Morbide linee che avvolgono la
figura umana, dorate sfumature cromatiche dei tessuti, un ruotare stilizzato,
decorazioni geometriche, colori caldi, pochi punti il volto pallido, cenni di
lineamenti dalla vaga, distante malinconia, un ampio sole rosso di sfondo,
raffinata eleganza di foglie, di scrittura. È perfetta la scelta dell’immagine
che simboleggia la mostra, un mondo distante dalla ricerca preziosa che sa
incantare, caratteri diversi ai nostri sguardi d’Occidente, pure dal dialogo
limpido, aperto, possibile.
Non a caso, i tre secoli presi in
considerazione, dal periodo Momoyama (1568-1615) al periodo Edo (1615-1868),
segnano il passaggio alla modernità e insieme il confronto/scontro con altre
culture, nuovi contatti per religione, economia, politica. E sensibilità
estetica.
Questa, in particolare, la
meraviglia. Perché, mentre si apprezzano, nell’accurato percorso espositivo,
squisiti paraventi dai disegni delicati, una precisione speciale nel segno
grafico che è insieme, meravigliosamente, di assoluto realismo e astrazione,
esatti volatili, fiori sospesi nel nulla, emozionante sentimento della natura
carica di indefiniti, toccanti simbolismi, e così per i rotoli dipinti su carta
e seta, lacche e ceramiche; mentre si cerca di aderire dunque a quel mondo di
differenza, si colgono insieme stupefacenti affinità. Riconoscendo vaste
influenze nella nostra cultura, con ampi echi fino alla contemporaneità.
Piacevolissima dunque questa
mostra, vivibile a diversi livelli, con il piacere dello studio – ottimo il
catalogo per conoscere la storia, le trasformazioni nel tempo di questo paese
dai caratteri tanto forti, i mutamenti in atto tra guerre civili e l’ingresso
del cristianesimo, armi da fuoco e castelli – e per la speciale esperienza del
bello nel rappresentare terre abitate e battaglie, fiori e animali, figure
femminili e rapporti sessuali.
Con una particolare contiguità tra
dentro e fuori, specie per i materiali usati: legno, carta, stoffa, paglia.

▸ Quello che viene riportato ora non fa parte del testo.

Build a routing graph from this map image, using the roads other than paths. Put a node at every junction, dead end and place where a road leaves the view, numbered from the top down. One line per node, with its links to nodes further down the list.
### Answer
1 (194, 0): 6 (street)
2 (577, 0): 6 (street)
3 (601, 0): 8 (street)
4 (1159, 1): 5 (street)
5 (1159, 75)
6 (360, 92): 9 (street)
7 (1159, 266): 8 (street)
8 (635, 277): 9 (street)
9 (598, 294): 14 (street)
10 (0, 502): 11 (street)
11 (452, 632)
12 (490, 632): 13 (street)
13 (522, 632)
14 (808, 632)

Porte scorrevoli, rotoli e paraventi di paesaggi stilizzati, lavori dell’uomo e
corvi meditativi, barche all’orizzonte e calligrafie di poesie. Un sentimento
di vicinanza, intrecci complessi, tra filosofia zen, intimo sentire e sguardo
sulla natura.
Ottima la scelta dei versi
d’ingresso: “
Se al mondo / non esistessero / fiori di ciliegio / sarebbe più
tranquillo / il cuore a primavera”. Visioni che scuotono l’animo, confondendo spesso i
confini tra intime emozioni e immagini della natura, incontrando a tratti anche
stupefacenti purezze di segni, per onde e rocce ad esempio, una potenza di
linee straordinaria. Oltre ogni tempo e spazio geografico.

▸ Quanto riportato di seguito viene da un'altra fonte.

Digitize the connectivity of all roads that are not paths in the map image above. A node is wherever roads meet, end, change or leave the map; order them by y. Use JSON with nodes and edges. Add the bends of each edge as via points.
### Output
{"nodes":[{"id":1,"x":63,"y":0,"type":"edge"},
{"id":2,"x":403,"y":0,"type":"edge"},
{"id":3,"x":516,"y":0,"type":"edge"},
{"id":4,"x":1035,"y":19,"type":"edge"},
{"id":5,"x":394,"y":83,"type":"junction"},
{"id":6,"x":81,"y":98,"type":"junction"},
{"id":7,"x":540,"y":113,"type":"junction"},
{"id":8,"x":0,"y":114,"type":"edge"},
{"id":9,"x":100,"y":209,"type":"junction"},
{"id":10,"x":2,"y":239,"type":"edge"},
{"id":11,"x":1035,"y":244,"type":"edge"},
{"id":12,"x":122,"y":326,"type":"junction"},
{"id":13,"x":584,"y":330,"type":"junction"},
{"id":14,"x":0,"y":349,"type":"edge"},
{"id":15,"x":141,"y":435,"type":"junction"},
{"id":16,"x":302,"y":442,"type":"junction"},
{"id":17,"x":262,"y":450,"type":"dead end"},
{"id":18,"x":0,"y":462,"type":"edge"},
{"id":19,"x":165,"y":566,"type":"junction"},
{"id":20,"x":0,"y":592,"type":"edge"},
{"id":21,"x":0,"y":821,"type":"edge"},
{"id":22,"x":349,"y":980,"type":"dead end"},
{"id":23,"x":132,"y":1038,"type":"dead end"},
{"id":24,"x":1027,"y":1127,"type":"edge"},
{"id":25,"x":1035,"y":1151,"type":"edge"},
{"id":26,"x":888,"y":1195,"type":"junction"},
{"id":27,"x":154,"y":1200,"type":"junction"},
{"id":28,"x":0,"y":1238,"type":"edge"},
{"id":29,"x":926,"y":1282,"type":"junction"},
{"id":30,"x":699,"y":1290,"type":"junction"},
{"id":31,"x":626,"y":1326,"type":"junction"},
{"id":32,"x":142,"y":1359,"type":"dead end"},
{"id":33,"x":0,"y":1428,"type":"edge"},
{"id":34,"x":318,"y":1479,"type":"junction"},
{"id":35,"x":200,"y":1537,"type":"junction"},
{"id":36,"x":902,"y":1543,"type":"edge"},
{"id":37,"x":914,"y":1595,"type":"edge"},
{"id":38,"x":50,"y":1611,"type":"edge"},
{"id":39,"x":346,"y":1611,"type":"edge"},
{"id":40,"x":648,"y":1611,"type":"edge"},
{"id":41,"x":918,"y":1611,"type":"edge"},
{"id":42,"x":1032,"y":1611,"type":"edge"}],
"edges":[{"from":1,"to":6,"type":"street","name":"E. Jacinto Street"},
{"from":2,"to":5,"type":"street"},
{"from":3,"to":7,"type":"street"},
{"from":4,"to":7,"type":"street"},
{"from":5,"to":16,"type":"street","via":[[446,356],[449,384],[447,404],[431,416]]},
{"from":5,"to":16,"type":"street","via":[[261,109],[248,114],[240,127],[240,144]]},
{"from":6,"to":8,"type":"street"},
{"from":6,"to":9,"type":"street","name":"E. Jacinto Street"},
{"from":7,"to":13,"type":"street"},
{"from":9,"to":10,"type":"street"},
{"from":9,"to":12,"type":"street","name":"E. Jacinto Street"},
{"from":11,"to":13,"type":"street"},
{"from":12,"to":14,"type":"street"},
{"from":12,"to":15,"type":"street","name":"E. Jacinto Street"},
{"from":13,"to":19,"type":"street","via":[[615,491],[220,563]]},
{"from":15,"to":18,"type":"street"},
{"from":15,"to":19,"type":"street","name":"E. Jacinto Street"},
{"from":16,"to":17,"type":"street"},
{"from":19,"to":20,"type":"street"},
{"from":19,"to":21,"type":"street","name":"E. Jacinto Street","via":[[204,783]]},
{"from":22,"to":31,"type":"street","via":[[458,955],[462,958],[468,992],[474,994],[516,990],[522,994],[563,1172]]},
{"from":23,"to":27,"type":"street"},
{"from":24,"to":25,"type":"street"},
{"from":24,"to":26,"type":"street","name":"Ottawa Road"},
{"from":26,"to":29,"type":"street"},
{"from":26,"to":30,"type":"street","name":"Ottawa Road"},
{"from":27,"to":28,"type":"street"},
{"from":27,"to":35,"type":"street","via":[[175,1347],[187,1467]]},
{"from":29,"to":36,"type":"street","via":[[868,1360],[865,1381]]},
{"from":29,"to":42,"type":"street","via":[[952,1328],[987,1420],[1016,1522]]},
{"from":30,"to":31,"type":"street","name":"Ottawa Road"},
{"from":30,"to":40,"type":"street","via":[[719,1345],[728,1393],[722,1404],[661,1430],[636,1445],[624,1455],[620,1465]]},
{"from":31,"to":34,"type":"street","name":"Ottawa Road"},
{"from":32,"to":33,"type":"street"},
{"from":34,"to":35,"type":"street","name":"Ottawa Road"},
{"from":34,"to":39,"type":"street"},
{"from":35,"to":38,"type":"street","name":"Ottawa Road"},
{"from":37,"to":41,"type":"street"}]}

Molti sì anche gli oggetti
esposti: maschere, armature, ceramiche, kimoni. Elementi utili per conoscere,
riscoprire diversi saperi, dalla cerimonia del tè, gli interni delle case, le
forme del teatro Nō e Kabuki. Ma sono poi i gruppi di figure umane, la
ricchezza cromatica delle città, le ampie scritte che sono subito prezioso
disegno, presenze d’alberi e fiori e neve, questo limpido equilibrio tra
precisa descrizione e sospensione nel vuoto, come pensieri forti e indefiniti
nello stesso tempo, ad affascinare così intensamente in questo itinerario
artistico dove la tradizione dialoga serenamente con la contemporaneità.